-- DATA EXTRACT follows --

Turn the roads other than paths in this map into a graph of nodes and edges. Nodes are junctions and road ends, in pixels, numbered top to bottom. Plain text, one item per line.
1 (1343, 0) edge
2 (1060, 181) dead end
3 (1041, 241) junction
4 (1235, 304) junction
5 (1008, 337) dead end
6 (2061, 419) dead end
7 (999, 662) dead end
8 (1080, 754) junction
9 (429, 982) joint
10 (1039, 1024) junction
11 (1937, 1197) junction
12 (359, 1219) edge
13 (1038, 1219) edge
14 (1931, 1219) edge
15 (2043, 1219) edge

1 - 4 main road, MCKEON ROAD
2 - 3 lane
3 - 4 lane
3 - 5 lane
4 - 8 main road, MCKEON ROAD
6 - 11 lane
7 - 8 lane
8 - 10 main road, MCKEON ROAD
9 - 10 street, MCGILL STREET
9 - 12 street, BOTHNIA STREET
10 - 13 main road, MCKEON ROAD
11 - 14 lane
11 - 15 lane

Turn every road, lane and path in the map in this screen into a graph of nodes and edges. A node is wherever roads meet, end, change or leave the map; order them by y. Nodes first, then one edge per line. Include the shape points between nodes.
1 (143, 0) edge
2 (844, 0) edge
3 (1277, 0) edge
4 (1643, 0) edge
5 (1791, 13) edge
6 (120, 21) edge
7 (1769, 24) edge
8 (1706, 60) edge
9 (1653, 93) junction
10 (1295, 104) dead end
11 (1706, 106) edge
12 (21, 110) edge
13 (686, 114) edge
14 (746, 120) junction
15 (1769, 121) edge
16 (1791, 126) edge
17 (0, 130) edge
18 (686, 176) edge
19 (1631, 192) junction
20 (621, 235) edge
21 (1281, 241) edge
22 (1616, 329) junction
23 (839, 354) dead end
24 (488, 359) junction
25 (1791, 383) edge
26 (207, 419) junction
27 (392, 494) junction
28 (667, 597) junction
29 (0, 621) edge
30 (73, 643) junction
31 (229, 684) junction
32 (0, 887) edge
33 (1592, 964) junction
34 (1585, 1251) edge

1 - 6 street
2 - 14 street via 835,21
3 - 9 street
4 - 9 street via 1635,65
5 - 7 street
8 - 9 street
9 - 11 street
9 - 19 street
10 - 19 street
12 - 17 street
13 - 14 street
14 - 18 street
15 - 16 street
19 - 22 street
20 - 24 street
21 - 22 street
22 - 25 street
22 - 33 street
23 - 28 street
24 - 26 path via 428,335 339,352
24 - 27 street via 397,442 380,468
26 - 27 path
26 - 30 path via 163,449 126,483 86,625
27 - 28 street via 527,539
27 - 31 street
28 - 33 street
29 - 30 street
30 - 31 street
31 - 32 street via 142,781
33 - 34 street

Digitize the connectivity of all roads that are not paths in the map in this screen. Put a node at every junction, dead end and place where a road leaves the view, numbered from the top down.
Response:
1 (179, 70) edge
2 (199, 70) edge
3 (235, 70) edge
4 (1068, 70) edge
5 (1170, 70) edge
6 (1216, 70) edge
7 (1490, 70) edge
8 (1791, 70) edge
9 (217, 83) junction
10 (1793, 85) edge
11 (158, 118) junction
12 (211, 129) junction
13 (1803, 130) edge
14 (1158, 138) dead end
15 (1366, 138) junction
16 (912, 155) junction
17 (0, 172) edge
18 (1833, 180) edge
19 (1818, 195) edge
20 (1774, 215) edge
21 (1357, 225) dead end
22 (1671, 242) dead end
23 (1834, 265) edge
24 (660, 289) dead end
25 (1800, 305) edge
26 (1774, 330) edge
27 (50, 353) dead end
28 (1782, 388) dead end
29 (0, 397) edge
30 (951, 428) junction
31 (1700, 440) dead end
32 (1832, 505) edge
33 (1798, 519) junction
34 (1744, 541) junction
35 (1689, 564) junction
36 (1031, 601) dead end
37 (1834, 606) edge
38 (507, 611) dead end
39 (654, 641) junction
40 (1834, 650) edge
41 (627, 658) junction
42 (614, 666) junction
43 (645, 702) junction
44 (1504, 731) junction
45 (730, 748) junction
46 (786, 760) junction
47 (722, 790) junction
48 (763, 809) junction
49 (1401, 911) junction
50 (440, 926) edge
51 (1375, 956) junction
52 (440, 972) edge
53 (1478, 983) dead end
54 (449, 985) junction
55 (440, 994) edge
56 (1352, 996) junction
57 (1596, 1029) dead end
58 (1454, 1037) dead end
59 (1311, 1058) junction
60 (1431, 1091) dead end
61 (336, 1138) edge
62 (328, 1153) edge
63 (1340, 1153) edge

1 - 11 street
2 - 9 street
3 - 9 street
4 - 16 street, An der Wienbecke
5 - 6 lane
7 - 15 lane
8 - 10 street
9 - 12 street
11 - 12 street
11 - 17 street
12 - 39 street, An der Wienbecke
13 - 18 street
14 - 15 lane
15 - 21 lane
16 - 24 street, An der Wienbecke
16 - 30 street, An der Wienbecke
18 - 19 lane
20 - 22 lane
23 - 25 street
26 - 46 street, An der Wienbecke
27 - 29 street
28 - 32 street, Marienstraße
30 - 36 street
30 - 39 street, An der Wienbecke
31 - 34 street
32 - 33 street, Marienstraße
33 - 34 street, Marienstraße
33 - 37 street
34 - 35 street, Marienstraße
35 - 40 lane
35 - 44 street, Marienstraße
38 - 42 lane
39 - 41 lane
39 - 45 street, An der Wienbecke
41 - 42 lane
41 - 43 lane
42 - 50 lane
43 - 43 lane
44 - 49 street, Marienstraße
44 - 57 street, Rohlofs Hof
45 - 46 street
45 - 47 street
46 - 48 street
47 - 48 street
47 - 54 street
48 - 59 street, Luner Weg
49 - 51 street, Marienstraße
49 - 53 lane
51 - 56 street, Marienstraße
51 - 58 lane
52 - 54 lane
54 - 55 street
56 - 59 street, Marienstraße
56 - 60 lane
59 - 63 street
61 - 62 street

-- DATA EXTRACT concluded --

WORK ITEM: All of the data above must be set down again exactly.

ANSWER SPACE:
Turn the roads other than paths in this map into a graph of nodes and edges. Nodes are junctions and road ends, in pixels, numbered top to bottom. Plain text, one item per line.
1 (1343, 0) edge
2 (1060, 181) dead end
3 (1041, 241) junction
4 (1235, 304) junction
5 (1008, 337) dead end
6 (2061, 419) dead end
7 (999, 662) dead end
8 (1080, 754) junction
9 (429, 982) joint
10 (1039, 1024) junction
11 (1937, 1197) junction
12 (359, 1219) edge
13 (1038, 1219) edge
14 (1931, 1219) edge
15 (2043, 1219) edge

1 - 4 main road, MCKEON ROAD
2 - 3 lane
3 - 4 lane
3 - 5 lane
4 - 8 main road, MCKEON ROAD
6 - 11 lane
7 - 8 lane
8 - 10 main road, MCKEON ROAD
9 - 10 street, MCGILL STREET
9 - 12 street, BOTHNIA STREET
10 - 13 main road, MCKEON ROAD
11 - 14 lane
11 - 15 lane

Turn every road, lane and path in the map in this screen into a graph of nodes and edges. A node is wherever roads meet, end, change or leave the map; order them by y. Nodes first, then one edge per line. Include the shape points between nodes.
1 (143, 0) edge
2 (844, 0) edge
3 (1277, 0) edge
4 (1643, 0) edge
5 (1791, 13) edge
6 (120, 21) edge
7 (1769, 24) edge
8 (1706, 60) edge
9 (1653, 93) junction
10 (1295, 104) dead end
11 (1706, 106) edge
12 (21, 110) edge
13 (686, 114) edge
14 (746, 120) junction
15 (1769, 121) edge
16 (1791, 126) edge
17 (0, 130) edge
18 (686, 176) edge
19 (1631, 192) junction
20 (621, 235) edge
21 (1281, 241) edge
22 (1616, 329) junction
23 (839, 354) dead end
24 (488, 359) junction
25 (1791, 383) edge
26 (207, 419) junction
27 (392, 494) junction
28 (667, 597) junction
29 (0, 621) edge
30 (73, 643) junction
31 (229, 684) junction
32 (0, 887) edge
33 (1592, 964) junction
34 (1585, 1251) edge

1 - 6 street
2 - 14 street via 835,21
3 - 9 street
4 - 9 street via 1635,65
5 - 7 street
8 - 9 street
9 - 11 street
9 - 19 street
10 - 19 street
12 - 17 street
13 - 14 street
14 - 18 street
15 - 16 street
19 - 22 street
20 - 24 street
21 - 22 street
22 - 25 street
22 - 33 street
23 - 28 street
24 - 26 path via 428,335 339,352
24 - 27 street via 397,442 380,468
26 - 27 path
26 - 30 path via 163,449 126,483 86,625
27 - 28 street via 527,539
27 - 31 street
28 - 33 street
29 - 30 street
30 - 31 street
31 - 32 street via 142,781
33 - 34 street

Digitize the connectivity of all roads that are not paths in the map in this screen. Put a node at every junction, dead end and place where a road leaves the view, numbered from the top down.
Response:
1 (179, 70) edge
2 (199, 70) edge
3 (235, 70) edge
4 (1068, 70) edge
5 (1170, 70) edge
6 (1216, 70) edge
7 (1490, 70) edge
8 (1791, 70) edge
9 (217, 83) junction
10 (1793, 85) edge
11 (158, 118) junction
12 (211, 129) junction
13 (1803, 130) edge
14 (1158, 138) dead end
15 (1366, 138) junction
16 (912, 155) junction
17 (0, 172) edge
18 (1833, 180) edge
19 (1818, 195) edge
20 (1774, 215) edge
21 (1357, 225) dead end
22 (1671, 242) dead end
23 (1834, 265) edge
24 (660, 289) dead end
25 (1800, 305) edge
26 (1774, 330) edge
27 (50, 353) dead end
28 (1782, 388) dead end
29 (0, 397) edge
30 (951, 428) junction
31 (1700, 440) dead end
32 (1832, 505) edge
33 (1798, 519) junction
34 (1744, 541) junction
35 (1689, 564) junction
36 (1031, 601) dead end
37 (1834, 606) edge
38 (507, 611) dead end
39 (654, 641) junction
40 (1834, 650) edge
41 (627, 658) junction
42 (614, 666) junction
43 (645, 702) junction
44 (1504, 731) junction
45 (730, 748) junction
46 (786, 760) junction
47 (722, 790) junction
48 (763, 809) junction
49 (1401, 911) junction
50 (440, 926) edge
51 (1375, 956) junction
52 (440, 972) edge
53 (1478, 983) dead end
54 (449, 985) junction
55 (440, 994) edge
56 (1352, 996) junction
57 (1596, 1029) dead end
58 (1454, 1037) dead end
59 (1311, 1058) junction
60 (1431, 1091) dead end
61 (336, 1138) edge
62 (328, 1153) edge
63 (1340, 1153) edge

1 - 11 street
2 - 9 street
3 - 9 street
4 - 16 street, An der Wienbecke
5 - 6 lane
7 - 15 lane
8 - 10 street
9 - 12 street
11 - 12 street
11 - 17 street
12 - 39 street, An der Wienbecke
13 - 18 street
14 - 15 lane
15 - 21 lane
16 - 24 street, An der Wienbecke
16 - 30 street, An der Wienbecke
18 - 19 lane
20 - 22 lane
23 - 25 street
26 - 46 street, An der Wienbecke
27 - 29 street
28 - 32 street, Marienstraße
30 - 36 street
30 - 39 street, An der Wienbecke
31 - 34 street
32 - 33 street, Marienstraße
33 - 34 street, Marienstraße
33 - 37 street
34 - 35 street, Marienstraße
35 - 40 lane
35 - 44 street, Marienstraße
38 - 42 lane
39 - 41 lane
39 - 45 street, An der Wienbecke
41 - 42 lane
41 - 43 lane
42 - 50 lane
43 - 43 lane
44 - 49 street, Marienstraße
44 - 57 street, Rohlofs Hof
45 - 46 street
45 - 47 street
46 - 48 street
47 - 48 street
47 - 54 street
48 - 59 street, Luner Weg
49 - 51 street, Marienstraße
49 - 53 lane
51 - 56 street, Marienstraße
51 - 58 lane
52 - 54 lane
54 - 55 street
56 - 59 street, Marienstraße
56 - 60 lane
59 - 63 street
61 - 62 street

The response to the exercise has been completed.